Where does this leave the industry and homebuyers? In short, still paying far too much tax on property transactions. One of the driving forces of the property market is first-time buyers. First-time buyer activity in 2004 has been disappointing – they have had the twin pressures of interest rate rises and stretched affordability. This is starkly evidenced by the facts: in 1999 47% of all house purchase mortgages were first-timers and by 2004 this had dropped to 28%. Contrasted against affordability, income multiples had increased from 2.29 x to 3 x over the same period. Headlines shouted that mortgages were more expensive and first-time buyers had to borrow more to enter the market. Now that’s what they call a double whammy.
Add the issue of taxation and that’s what they call a triple whammy. For most first-time buyers a 1% tax is an unwelcome addition to the costs of entering the property market. Gordon Brown should have helped those getting on the ladder by at least a temporary suspension of Stamp Duty in the £60,000-£250,000 bracket. To add insult to injury the Irish government raised Stamp Duty for first-time buyers on all non-new build properties to e317,500.

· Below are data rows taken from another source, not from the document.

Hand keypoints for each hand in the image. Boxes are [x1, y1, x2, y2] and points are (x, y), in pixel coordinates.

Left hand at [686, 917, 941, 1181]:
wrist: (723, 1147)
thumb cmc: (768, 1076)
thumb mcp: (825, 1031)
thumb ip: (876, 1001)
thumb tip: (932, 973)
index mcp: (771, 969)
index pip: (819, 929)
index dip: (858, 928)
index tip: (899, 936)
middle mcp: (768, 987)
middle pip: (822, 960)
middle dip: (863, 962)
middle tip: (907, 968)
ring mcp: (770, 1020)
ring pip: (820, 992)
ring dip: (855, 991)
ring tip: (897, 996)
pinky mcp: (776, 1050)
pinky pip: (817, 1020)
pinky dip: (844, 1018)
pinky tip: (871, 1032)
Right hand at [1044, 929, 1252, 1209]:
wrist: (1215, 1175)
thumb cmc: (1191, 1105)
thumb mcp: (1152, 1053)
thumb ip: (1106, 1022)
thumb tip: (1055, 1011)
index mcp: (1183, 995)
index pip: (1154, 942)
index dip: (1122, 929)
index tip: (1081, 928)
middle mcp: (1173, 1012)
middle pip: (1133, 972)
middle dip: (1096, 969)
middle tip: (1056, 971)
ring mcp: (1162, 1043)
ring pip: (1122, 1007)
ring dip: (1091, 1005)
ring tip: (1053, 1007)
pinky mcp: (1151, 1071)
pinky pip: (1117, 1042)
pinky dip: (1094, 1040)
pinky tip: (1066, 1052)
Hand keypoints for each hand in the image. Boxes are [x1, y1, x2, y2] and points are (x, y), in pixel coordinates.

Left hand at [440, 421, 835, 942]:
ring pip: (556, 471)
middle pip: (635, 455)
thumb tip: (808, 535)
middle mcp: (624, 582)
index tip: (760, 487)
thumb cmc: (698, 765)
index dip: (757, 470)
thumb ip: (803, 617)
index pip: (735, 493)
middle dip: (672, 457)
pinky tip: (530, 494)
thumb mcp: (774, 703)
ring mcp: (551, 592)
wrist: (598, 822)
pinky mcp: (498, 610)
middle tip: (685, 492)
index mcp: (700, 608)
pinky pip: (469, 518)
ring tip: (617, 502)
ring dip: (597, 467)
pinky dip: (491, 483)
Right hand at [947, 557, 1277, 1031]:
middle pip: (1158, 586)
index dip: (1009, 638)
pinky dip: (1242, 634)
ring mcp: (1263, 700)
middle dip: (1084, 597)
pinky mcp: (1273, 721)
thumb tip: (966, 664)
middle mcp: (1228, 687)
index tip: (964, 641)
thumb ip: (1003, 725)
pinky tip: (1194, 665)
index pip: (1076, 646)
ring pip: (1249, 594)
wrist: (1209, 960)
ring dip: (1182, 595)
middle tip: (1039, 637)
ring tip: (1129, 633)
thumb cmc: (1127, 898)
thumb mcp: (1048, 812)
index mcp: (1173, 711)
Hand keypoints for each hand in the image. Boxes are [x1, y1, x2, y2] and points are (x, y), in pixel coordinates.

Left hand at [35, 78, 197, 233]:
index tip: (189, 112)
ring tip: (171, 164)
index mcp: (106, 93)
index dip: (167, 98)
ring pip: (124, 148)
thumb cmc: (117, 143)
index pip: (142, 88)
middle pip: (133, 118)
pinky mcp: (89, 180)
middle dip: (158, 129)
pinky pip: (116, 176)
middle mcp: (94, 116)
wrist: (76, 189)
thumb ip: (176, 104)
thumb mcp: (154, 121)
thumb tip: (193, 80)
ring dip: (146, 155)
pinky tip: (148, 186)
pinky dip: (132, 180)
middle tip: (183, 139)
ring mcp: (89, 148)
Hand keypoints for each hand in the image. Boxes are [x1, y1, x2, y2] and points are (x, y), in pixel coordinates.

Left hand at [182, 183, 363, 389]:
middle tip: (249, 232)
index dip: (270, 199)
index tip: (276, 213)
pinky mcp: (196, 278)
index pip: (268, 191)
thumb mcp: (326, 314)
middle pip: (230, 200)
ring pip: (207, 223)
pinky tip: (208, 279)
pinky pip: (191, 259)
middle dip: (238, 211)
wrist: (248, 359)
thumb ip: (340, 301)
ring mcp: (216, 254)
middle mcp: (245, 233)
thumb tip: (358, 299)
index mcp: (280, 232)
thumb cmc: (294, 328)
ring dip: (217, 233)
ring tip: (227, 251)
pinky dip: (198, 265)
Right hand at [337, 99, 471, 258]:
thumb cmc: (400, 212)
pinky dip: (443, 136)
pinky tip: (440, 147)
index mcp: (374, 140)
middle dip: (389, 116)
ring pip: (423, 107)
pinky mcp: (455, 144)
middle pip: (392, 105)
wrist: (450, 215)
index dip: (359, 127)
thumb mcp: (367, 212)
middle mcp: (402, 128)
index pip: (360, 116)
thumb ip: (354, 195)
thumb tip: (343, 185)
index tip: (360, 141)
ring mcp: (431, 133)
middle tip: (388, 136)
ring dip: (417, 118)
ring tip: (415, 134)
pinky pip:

What is particularly galling is that many lenders have been investing heavily in supporting social housing schemes and assisting customers with innovative mortgages such as shared ownership and key worker schemes. These are the customers who would benefit most from the changes in the Stamp Duty threshold. One of the many successes of the industry has been the opening up of markets that were previously seen as risky. The government took a consultative approach working with the industry to ensure the lenders’ support could be relied on. It is a shame that Treasury does not take a similar approach with this issue.
Perhaps memories of government intervention are still raw – remember dual MIRAS? Or perhaps the Treasury thinks Stamp Duty acts as a brake to slow the market. Or maybe the tax revenue streams are just too important.
Stamp Duty is a catch-all tax with indexation at its core, and virtually no-one can avoid it. I don’t think it’s unreasonable to ask that tax thresholds should be adjusted to reflect asset value increases. The best people to ask would be first-time buyers, but you may be hard pushed to find one.